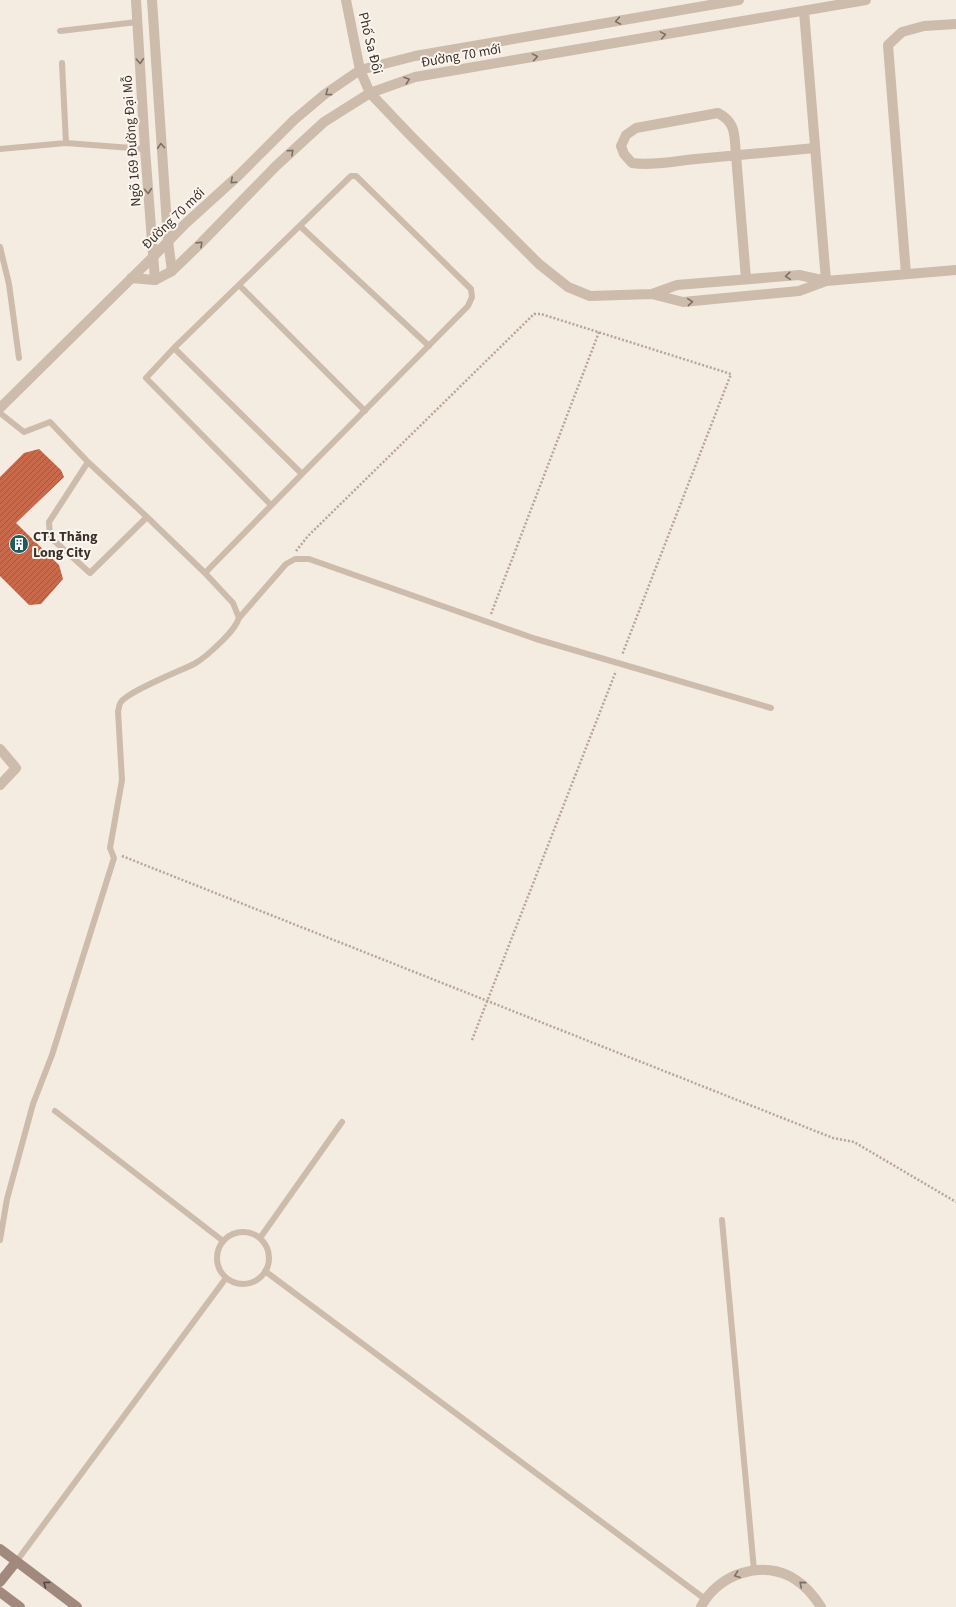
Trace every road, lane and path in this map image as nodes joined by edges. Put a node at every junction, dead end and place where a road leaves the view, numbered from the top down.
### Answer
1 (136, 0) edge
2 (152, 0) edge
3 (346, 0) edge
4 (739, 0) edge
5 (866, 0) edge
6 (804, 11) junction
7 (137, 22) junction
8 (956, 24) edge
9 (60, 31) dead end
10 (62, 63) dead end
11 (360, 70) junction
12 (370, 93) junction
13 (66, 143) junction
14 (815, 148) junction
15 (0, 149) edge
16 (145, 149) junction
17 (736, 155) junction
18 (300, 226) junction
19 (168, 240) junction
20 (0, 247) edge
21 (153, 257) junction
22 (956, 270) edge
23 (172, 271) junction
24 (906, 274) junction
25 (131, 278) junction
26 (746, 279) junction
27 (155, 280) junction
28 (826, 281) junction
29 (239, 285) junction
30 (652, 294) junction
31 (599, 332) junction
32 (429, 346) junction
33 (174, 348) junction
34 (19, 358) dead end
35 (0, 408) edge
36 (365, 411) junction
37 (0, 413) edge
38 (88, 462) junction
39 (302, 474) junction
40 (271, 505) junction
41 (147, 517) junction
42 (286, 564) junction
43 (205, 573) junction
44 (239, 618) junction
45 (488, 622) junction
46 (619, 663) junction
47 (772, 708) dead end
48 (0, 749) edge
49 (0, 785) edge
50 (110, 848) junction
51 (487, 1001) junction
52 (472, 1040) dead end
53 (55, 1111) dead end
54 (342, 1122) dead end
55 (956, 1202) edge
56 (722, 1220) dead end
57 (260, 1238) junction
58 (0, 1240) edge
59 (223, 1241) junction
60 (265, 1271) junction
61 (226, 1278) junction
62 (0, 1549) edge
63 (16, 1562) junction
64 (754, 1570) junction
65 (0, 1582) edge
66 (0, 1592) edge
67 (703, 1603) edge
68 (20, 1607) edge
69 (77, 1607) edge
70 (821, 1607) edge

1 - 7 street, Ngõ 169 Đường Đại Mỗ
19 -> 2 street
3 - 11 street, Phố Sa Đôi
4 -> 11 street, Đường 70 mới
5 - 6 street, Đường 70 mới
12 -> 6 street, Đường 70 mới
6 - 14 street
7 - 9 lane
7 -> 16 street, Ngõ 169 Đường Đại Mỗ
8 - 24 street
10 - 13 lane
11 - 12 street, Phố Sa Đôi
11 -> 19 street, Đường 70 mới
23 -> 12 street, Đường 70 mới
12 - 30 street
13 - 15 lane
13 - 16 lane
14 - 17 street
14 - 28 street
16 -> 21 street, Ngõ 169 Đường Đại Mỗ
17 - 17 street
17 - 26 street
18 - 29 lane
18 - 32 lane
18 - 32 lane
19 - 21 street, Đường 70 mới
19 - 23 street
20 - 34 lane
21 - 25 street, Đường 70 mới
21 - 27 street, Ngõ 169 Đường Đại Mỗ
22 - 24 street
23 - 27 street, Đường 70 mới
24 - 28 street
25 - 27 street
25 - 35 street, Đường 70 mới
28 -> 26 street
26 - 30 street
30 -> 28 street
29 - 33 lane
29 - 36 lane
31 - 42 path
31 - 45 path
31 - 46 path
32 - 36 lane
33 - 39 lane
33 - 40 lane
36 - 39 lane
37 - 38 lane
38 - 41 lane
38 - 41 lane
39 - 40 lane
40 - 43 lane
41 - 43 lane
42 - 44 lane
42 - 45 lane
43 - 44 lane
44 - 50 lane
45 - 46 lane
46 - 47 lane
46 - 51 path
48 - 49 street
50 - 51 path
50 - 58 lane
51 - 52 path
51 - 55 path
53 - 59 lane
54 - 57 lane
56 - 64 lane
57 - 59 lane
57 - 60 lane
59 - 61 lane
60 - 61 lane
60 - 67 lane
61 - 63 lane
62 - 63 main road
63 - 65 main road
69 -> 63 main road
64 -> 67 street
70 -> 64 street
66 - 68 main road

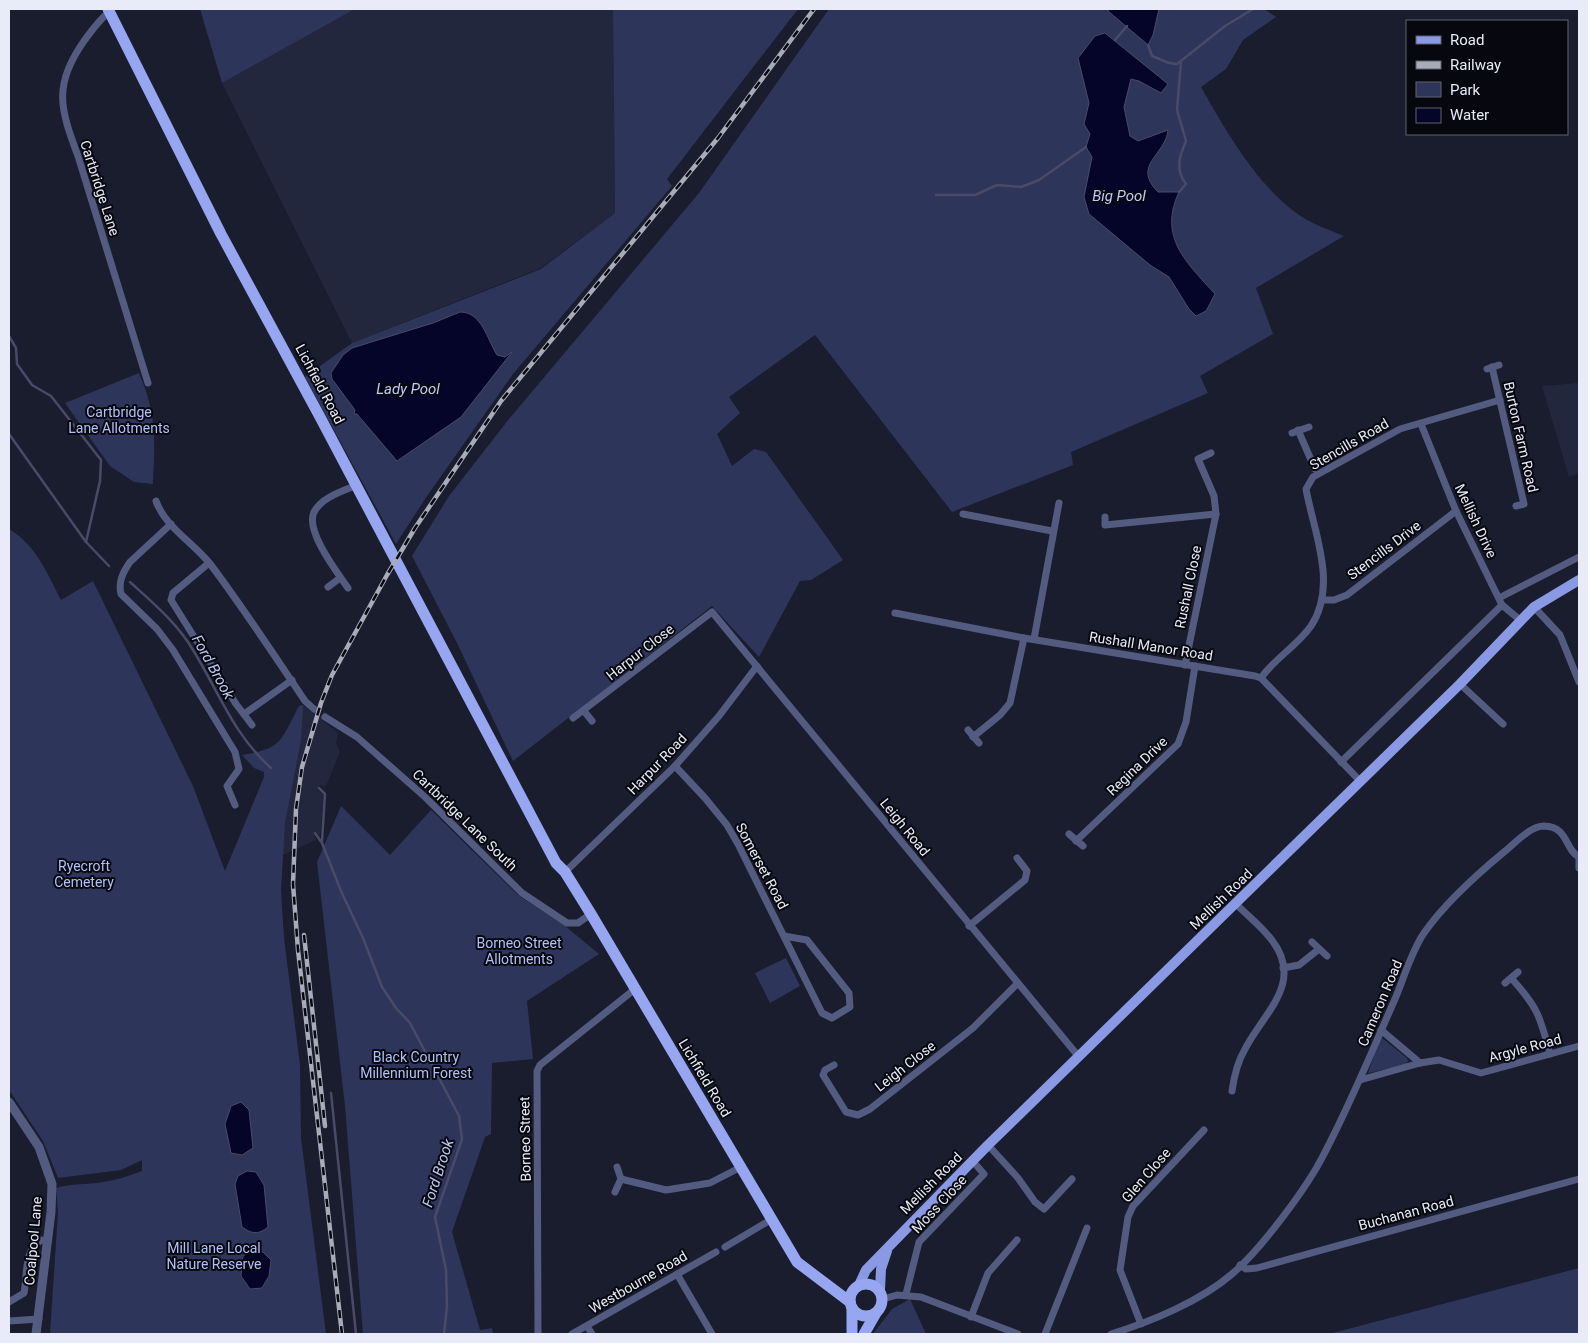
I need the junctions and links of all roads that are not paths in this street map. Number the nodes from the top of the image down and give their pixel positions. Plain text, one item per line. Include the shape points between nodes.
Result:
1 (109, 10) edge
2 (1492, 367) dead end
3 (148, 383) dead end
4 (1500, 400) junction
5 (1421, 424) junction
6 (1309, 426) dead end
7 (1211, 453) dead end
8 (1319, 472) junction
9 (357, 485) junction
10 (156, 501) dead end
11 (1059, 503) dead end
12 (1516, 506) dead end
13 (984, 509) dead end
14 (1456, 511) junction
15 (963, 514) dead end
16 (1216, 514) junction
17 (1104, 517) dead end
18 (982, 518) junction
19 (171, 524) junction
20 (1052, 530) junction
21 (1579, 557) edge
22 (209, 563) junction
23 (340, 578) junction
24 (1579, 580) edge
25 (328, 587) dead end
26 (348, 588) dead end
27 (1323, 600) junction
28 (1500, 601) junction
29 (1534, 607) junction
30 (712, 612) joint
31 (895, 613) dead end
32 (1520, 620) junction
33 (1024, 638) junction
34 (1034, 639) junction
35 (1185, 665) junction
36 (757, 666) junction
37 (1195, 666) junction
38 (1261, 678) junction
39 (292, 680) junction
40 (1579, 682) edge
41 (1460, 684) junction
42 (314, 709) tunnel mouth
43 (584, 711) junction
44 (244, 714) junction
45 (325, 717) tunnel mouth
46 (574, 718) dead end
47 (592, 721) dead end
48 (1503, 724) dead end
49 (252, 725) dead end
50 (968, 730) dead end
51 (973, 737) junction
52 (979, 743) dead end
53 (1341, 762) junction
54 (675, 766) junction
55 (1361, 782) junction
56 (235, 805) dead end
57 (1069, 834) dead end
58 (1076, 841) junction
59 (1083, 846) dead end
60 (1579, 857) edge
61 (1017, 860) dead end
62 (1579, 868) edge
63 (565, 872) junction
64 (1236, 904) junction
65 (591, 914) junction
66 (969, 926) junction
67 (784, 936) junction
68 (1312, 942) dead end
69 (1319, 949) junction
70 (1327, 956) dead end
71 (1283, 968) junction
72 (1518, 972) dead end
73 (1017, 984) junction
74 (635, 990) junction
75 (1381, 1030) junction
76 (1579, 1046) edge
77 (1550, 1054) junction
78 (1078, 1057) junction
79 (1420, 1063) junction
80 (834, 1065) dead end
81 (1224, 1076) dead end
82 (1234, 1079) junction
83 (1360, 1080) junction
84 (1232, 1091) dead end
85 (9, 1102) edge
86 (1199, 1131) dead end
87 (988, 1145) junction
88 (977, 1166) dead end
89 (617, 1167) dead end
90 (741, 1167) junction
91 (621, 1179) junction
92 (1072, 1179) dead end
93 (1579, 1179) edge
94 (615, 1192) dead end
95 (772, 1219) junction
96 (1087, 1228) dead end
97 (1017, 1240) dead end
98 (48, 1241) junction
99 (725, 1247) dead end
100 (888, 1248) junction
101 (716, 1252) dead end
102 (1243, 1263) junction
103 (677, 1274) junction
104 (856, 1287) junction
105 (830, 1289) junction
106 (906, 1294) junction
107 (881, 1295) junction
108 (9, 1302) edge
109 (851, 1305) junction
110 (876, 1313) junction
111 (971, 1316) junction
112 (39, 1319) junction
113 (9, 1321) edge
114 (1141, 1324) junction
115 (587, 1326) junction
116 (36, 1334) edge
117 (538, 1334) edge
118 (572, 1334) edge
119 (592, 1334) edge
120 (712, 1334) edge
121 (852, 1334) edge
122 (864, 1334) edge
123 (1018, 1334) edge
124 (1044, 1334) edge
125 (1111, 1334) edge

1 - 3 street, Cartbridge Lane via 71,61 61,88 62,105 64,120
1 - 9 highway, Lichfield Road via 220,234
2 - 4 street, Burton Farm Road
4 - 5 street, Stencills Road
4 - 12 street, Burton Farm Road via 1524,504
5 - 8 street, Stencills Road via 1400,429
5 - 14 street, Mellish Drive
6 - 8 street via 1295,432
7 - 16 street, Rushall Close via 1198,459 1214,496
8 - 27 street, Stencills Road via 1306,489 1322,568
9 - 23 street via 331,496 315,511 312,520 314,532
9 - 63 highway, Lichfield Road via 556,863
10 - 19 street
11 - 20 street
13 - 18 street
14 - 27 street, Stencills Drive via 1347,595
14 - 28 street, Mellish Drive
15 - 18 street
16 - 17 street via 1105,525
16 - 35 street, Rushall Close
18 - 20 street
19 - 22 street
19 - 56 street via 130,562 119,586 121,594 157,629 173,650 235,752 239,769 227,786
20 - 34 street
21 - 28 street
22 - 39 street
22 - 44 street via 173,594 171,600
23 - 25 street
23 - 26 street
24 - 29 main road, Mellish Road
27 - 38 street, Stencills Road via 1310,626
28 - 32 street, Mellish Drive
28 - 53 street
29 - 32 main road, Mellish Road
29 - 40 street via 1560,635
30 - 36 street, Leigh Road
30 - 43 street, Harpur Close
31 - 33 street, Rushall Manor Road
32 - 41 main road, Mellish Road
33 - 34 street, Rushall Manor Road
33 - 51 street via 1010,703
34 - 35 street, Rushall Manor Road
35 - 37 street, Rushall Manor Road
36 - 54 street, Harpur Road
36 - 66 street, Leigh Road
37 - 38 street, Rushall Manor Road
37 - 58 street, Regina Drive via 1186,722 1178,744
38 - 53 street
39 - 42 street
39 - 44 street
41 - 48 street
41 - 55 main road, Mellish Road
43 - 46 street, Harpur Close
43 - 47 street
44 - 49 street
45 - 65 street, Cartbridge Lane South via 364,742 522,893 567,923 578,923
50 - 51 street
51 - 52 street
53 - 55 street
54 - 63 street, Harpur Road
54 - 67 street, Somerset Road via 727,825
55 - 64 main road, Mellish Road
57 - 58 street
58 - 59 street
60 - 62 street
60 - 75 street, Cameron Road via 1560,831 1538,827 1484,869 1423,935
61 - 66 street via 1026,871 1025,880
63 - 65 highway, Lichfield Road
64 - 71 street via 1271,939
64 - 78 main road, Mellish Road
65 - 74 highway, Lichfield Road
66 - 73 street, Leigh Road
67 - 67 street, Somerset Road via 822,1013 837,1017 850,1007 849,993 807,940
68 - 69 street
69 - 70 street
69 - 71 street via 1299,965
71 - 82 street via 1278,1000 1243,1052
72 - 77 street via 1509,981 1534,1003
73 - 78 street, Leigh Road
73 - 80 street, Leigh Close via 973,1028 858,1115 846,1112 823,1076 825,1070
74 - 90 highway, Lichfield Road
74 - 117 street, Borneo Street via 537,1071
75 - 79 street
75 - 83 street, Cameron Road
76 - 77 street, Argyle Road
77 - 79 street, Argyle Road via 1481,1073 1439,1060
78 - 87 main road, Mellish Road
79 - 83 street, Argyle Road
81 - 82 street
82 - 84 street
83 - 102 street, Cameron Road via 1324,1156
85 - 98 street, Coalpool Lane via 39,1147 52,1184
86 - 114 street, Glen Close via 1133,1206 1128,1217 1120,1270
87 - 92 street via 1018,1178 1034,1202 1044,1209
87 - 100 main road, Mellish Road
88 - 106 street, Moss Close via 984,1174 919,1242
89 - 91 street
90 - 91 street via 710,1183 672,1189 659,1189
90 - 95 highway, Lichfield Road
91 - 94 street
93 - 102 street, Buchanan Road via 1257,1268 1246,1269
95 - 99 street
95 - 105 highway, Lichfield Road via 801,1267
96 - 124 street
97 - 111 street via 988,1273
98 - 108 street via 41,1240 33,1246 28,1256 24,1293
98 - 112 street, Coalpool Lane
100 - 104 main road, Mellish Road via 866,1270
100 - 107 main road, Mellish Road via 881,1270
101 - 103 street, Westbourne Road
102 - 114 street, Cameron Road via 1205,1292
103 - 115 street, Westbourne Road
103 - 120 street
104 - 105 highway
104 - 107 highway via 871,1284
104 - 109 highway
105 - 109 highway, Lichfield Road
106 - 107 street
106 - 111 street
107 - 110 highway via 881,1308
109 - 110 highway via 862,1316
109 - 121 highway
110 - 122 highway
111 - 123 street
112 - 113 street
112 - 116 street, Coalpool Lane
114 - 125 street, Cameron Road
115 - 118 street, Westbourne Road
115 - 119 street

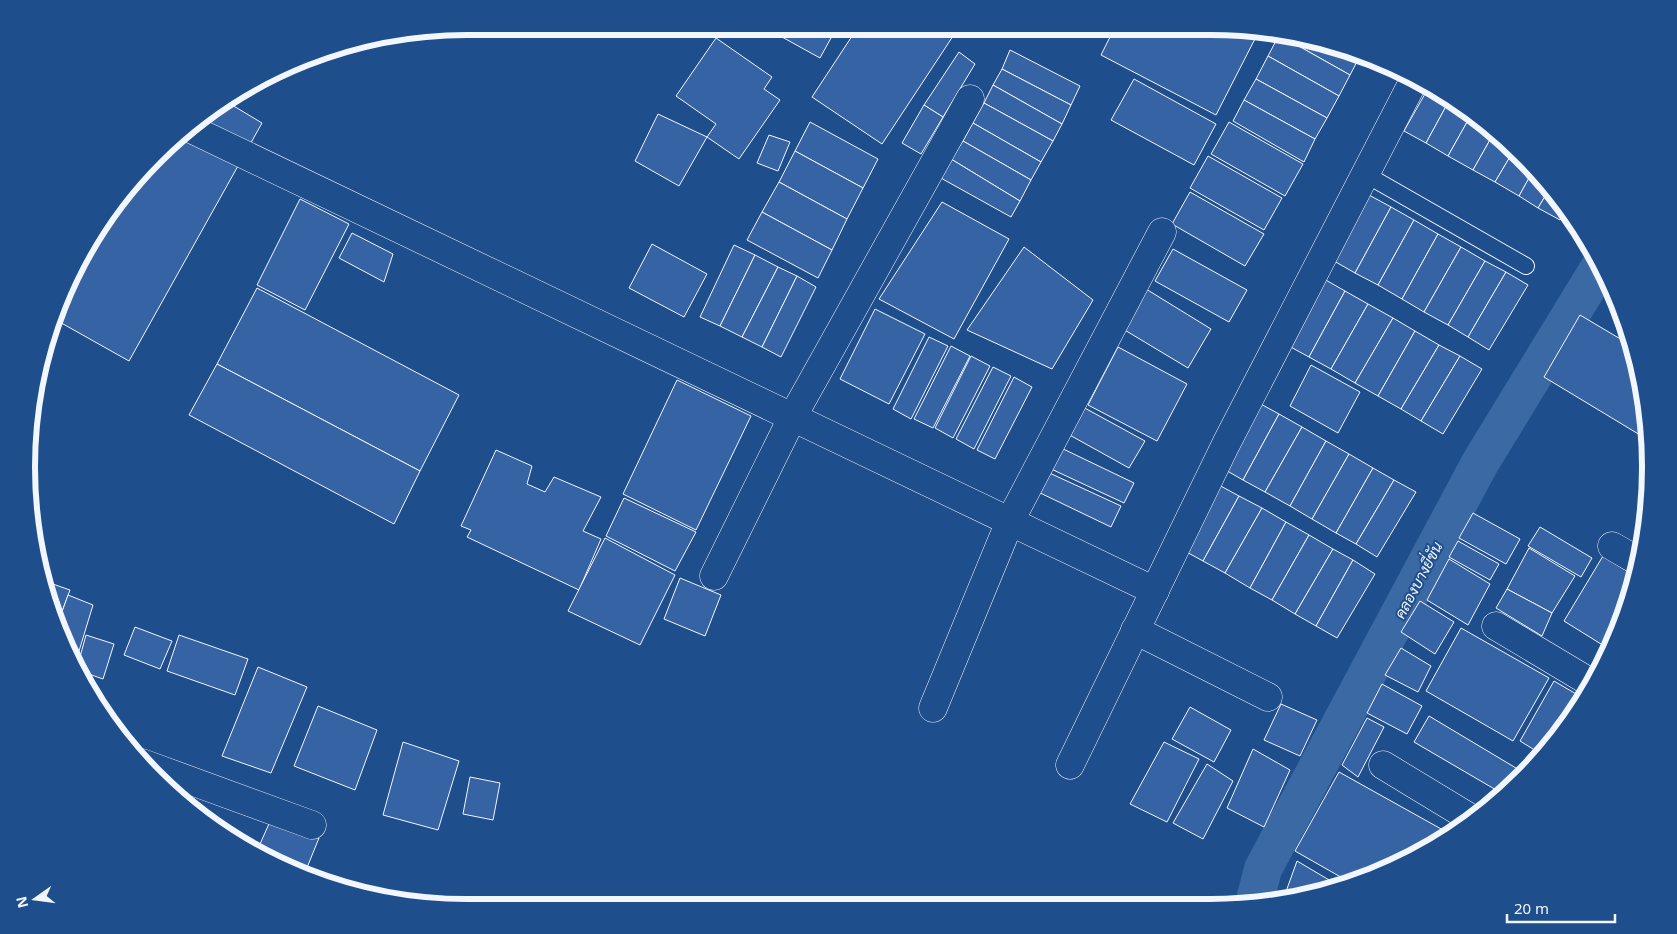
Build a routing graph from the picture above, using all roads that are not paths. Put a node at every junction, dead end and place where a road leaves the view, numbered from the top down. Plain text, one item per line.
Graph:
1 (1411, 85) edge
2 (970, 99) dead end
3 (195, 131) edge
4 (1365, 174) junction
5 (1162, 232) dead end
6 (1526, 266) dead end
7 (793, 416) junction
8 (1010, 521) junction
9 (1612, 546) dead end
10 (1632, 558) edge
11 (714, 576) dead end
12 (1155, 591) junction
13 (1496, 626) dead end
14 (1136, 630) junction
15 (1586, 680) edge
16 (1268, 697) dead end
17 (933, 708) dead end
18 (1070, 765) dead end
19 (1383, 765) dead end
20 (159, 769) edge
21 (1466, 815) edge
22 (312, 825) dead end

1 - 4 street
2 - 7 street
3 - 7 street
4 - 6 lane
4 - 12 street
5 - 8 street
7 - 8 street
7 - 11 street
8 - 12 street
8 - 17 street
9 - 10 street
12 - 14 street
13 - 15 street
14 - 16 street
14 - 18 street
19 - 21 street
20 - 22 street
::::::
Instructions to follow: Exactly reproduce the lines of the entries above, from the one containing "Build a routing" to the very last, and no others.

Answer section:
Build a routing graph from the picture above, using all roads that are not paths. Put a node at every junction, dead end and place where a road leaves the view, numbered from the top down. Plain text, one item per line.
Graph:
1 (1411, 85) edge
2 (970, 99) dead end
3 (195, 131) edge
4 (1365, 174) junction
5 (1162, 232) dead end
6 (1526, 266) dead end
7 (793, 416) junction
8 (1010, 521) junction
9 (1612, 546) dead end
10 (1632, 558) edge
11 (714, 576) dead end
12 (1155, 591) junction
13 (1496, 626) dead end
14 (1136, 630) junction
15 (1586, 680) edge
16 (1268, 697) dead end
17 (933, 708) dead end
18 (1070, 765) dead end
19 (1383, 765) dead end
20 (159, 769) edge
21 (1466, 815) edge
22 (312, 825) dead end

1 - 4 street
2 - 7 street
3 - 7 street
4 - 6 lane
4 - 12 street
5 - 8 street
7 - 8 street
7 - 11 street
8 - 12 street
8 - 17 street
9 - 10 street
12 - 14 street
13 - 15 street
14 - 16 street
14 - 18 street
19 - 21 street
20 - 22 street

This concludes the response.